Her pianist and co-writer Adam Maness is an accomplished player with an economical style that enhances and undergirds Bode’s light-as-a-feather vocal delivery. And she works wonders roaming across a wide emotional range with that girlish voice.

The duo’s songwriting has a finely honed pop feel, complete with memorable melodies and catchy hooks. The album’s opener, “New England Friends” is an excellent example, the piano grabbing your attention with its choppy intro and Bode’s irresistible voice sailing through the song’s shiver-inducing musicality.

The backing tracks are built around the singer’s regular trio, with husband Syd Rodway on bass and drummer Derrek Phillips hunkering down behind the traps. But many of the songs are fattened up sympathetically with additional instrumentation—when a clarinet-bass clarinet-soprano sax chorus appears in “Sweater Song,” the piece positively soars.
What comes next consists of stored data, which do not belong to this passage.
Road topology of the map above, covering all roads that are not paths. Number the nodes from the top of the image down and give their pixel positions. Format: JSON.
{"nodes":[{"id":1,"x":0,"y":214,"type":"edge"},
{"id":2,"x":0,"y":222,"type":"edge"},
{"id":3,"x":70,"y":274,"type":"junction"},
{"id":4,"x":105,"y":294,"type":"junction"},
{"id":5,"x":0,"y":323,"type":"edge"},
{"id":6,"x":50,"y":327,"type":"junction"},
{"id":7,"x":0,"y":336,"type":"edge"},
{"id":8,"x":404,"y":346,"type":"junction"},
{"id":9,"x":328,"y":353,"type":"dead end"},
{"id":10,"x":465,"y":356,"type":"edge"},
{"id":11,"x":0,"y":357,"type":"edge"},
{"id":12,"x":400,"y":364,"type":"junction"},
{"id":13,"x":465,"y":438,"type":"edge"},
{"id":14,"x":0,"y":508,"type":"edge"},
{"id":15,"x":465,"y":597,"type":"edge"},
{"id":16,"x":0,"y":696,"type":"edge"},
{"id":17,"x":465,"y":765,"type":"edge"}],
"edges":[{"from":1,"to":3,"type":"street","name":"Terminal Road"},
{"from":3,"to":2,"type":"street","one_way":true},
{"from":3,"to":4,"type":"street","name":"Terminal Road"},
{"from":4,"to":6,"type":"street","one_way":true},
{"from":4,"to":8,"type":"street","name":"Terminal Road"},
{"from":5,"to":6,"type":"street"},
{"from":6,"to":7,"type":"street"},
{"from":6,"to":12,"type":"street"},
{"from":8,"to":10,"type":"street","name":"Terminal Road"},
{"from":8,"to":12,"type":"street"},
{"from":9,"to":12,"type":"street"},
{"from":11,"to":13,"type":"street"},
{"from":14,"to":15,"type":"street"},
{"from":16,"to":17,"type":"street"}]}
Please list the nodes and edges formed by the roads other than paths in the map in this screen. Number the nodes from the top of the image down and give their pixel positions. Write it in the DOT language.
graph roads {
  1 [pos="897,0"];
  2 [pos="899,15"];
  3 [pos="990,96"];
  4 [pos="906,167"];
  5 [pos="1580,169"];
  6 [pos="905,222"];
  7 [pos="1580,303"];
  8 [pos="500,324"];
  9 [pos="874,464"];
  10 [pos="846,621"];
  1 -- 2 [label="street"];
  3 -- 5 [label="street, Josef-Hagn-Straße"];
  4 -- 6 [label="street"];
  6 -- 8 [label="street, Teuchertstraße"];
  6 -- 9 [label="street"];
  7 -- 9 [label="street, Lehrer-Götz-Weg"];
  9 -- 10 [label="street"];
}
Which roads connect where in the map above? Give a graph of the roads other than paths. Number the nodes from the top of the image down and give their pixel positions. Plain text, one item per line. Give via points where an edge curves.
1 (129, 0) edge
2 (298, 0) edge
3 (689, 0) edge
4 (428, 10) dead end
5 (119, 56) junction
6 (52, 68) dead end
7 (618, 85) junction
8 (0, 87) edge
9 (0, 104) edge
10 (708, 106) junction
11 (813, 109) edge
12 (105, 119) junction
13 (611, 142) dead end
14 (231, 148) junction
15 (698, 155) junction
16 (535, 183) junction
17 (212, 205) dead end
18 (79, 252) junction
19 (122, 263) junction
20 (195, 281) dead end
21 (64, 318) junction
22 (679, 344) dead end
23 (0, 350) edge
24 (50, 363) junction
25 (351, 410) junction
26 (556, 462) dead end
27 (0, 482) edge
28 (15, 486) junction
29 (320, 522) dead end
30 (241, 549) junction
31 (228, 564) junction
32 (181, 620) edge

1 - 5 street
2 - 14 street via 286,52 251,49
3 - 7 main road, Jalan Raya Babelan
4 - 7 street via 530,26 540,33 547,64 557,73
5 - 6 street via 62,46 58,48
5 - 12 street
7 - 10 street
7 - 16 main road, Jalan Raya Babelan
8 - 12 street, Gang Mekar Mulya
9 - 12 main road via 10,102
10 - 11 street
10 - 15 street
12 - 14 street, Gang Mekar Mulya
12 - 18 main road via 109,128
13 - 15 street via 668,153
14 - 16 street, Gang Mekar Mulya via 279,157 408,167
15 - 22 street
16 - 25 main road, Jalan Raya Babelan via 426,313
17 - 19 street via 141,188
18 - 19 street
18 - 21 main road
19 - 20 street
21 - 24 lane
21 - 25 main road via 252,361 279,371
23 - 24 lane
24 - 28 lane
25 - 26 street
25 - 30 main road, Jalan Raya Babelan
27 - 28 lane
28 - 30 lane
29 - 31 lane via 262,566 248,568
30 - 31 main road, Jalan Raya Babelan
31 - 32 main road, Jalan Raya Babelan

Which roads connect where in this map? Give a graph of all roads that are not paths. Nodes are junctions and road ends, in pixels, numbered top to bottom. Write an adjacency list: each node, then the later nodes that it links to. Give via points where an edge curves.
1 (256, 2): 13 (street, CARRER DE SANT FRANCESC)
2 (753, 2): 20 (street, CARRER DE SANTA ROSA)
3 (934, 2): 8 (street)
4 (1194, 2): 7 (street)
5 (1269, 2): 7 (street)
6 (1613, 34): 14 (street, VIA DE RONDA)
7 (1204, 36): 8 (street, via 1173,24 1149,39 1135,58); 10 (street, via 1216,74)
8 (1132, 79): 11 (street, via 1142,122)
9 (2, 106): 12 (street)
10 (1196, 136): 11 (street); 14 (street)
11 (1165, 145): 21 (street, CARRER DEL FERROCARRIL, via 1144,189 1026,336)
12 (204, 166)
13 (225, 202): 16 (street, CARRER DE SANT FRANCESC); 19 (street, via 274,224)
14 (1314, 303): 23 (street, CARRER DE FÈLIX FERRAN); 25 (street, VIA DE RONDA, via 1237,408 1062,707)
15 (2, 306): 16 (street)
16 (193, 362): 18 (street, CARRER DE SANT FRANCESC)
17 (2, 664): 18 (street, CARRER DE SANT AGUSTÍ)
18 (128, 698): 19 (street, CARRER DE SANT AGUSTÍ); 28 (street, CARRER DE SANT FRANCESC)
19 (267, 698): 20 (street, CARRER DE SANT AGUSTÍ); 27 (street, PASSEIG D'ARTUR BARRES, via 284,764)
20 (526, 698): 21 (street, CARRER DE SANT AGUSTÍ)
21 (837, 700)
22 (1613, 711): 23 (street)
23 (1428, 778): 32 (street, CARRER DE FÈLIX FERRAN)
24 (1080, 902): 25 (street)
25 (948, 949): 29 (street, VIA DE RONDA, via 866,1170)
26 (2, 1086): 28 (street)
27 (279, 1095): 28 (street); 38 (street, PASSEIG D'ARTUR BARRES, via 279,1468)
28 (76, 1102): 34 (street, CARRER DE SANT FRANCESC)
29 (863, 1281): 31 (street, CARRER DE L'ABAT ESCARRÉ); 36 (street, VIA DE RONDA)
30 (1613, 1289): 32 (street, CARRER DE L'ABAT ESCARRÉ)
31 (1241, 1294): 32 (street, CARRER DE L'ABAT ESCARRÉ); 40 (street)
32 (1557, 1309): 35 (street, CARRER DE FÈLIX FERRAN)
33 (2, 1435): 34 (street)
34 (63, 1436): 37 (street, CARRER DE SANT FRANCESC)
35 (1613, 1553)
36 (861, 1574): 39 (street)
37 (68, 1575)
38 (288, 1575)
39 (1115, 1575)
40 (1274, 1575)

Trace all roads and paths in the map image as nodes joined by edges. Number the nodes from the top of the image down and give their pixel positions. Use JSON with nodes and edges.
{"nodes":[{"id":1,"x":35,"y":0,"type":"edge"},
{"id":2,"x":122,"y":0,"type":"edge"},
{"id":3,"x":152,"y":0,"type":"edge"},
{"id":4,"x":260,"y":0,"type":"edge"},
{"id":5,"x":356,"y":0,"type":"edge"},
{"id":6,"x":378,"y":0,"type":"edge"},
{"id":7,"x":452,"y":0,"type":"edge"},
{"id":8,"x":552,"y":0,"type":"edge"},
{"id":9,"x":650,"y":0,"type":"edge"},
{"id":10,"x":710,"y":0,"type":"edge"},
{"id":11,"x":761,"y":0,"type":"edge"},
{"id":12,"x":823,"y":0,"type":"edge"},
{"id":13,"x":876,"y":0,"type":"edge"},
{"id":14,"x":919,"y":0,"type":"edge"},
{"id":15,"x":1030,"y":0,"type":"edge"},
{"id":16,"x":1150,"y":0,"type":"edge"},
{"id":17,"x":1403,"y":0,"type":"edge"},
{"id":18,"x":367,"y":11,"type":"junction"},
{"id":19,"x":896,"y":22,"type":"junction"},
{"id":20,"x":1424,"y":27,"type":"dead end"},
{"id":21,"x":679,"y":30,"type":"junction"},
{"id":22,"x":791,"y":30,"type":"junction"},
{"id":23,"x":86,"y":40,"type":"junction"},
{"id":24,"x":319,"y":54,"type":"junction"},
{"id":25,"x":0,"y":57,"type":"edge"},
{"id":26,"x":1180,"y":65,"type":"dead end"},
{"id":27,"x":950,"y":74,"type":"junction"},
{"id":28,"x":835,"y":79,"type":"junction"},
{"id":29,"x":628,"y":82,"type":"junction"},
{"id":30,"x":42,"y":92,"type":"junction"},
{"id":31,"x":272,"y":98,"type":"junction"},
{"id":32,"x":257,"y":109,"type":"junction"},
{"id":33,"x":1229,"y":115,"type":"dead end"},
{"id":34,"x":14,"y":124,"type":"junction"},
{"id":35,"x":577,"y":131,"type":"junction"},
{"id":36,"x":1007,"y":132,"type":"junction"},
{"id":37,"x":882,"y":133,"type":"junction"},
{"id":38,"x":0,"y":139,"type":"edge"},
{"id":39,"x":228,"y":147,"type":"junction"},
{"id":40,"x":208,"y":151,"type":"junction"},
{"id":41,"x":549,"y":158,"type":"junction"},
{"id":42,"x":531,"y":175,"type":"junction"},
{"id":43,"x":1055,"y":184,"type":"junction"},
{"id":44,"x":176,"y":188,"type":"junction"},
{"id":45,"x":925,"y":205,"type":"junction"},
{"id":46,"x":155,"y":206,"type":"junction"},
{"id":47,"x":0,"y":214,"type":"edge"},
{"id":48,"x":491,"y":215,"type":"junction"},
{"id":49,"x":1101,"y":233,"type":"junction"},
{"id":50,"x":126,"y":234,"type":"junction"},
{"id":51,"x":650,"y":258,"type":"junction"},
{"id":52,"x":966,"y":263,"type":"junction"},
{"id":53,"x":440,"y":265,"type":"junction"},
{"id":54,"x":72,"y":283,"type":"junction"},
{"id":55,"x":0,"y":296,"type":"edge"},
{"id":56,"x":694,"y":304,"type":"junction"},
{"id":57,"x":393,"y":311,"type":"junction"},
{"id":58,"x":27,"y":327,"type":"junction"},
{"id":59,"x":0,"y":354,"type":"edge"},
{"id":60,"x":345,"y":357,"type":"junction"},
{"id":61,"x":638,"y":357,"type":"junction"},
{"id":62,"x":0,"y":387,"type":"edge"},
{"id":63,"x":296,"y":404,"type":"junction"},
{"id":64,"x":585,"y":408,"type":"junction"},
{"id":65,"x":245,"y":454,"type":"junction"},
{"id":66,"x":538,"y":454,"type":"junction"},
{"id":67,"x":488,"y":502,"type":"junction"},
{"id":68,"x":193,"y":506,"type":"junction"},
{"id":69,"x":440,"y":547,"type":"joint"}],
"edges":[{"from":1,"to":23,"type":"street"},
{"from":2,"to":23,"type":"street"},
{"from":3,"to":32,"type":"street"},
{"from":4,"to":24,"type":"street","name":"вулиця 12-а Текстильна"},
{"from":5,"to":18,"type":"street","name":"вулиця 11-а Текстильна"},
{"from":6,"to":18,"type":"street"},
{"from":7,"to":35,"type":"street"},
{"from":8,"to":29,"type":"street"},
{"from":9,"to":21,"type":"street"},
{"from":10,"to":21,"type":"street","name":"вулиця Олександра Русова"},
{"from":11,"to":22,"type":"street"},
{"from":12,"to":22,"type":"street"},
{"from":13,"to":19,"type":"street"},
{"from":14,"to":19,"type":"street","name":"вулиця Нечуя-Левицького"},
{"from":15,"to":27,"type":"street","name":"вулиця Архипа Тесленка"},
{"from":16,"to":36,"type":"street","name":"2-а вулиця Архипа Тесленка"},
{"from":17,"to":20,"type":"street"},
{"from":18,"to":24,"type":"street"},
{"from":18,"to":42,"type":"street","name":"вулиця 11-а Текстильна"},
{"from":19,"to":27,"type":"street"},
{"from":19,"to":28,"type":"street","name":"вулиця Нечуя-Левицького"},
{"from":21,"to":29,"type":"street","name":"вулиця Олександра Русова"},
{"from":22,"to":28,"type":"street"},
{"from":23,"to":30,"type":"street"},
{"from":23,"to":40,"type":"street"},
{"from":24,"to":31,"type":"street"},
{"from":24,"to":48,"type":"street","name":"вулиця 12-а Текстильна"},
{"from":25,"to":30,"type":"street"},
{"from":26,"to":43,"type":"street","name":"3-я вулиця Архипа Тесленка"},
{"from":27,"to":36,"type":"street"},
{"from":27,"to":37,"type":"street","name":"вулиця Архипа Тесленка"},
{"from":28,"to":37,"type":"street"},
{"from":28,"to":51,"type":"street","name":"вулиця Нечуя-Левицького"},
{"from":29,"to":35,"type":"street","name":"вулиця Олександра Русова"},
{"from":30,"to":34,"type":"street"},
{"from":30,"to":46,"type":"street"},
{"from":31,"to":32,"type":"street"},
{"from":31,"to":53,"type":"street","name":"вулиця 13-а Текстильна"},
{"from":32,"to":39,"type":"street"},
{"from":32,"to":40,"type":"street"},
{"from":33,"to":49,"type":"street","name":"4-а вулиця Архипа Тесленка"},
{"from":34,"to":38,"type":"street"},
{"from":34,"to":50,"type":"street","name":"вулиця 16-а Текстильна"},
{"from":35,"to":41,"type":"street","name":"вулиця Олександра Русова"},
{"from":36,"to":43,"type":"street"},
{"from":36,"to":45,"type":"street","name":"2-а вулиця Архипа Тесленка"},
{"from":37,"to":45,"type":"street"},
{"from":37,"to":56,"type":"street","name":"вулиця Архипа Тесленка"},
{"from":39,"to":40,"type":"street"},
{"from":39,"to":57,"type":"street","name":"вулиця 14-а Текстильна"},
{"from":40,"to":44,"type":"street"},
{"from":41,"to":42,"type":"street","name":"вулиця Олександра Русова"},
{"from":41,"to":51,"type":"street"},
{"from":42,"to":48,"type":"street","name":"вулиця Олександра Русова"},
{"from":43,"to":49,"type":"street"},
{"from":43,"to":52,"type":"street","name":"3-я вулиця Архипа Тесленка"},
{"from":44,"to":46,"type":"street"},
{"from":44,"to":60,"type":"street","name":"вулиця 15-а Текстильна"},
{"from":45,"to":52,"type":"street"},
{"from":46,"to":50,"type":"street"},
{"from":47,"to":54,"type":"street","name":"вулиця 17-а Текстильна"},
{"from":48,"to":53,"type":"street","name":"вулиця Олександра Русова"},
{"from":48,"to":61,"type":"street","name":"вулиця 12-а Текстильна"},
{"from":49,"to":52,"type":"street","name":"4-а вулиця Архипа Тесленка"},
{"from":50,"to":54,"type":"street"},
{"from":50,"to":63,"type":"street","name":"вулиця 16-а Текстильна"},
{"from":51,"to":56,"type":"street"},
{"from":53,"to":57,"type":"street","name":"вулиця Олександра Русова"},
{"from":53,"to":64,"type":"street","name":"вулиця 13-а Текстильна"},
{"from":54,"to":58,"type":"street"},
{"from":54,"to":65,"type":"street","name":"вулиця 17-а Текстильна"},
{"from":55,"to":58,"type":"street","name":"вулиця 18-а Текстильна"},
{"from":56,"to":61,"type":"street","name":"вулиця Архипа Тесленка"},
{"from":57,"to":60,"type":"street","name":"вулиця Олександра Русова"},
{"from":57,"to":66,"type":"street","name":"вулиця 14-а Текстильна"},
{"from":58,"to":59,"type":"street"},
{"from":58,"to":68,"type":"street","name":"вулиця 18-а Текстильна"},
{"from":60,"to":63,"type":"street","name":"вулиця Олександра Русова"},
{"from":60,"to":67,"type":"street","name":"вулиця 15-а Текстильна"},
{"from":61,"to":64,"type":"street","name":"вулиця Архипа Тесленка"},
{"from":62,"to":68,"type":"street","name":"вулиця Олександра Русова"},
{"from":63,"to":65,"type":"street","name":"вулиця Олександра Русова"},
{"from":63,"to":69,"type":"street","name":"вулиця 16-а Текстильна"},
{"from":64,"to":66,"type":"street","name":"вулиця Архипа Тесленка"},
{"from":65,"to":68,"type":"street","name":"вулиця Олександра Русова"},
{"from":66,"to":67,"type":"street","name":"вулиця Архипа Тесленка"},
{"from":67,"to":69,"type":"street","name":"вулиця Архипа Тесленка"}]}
“Chasing After You” chases after a ‘70s vibe with its sweet Steely Dan electric piano stylings and acoustic guitar bed; “It’s All Your Fault” begins as a slinky standup bass walk that grows into a jazzy piano figurine enhanced by some saxophonics straight out of the old Kingston, Jamaica studios. And the one non-original takes up where Bode’s last outing left off—on Over and Over, she served up a glorious reinvention of Paul Simon’s “Graceland;” here she burrows gently into Simon’s “Born at the Right Time,” drawing more meaning out of the lyrics than I knew was there.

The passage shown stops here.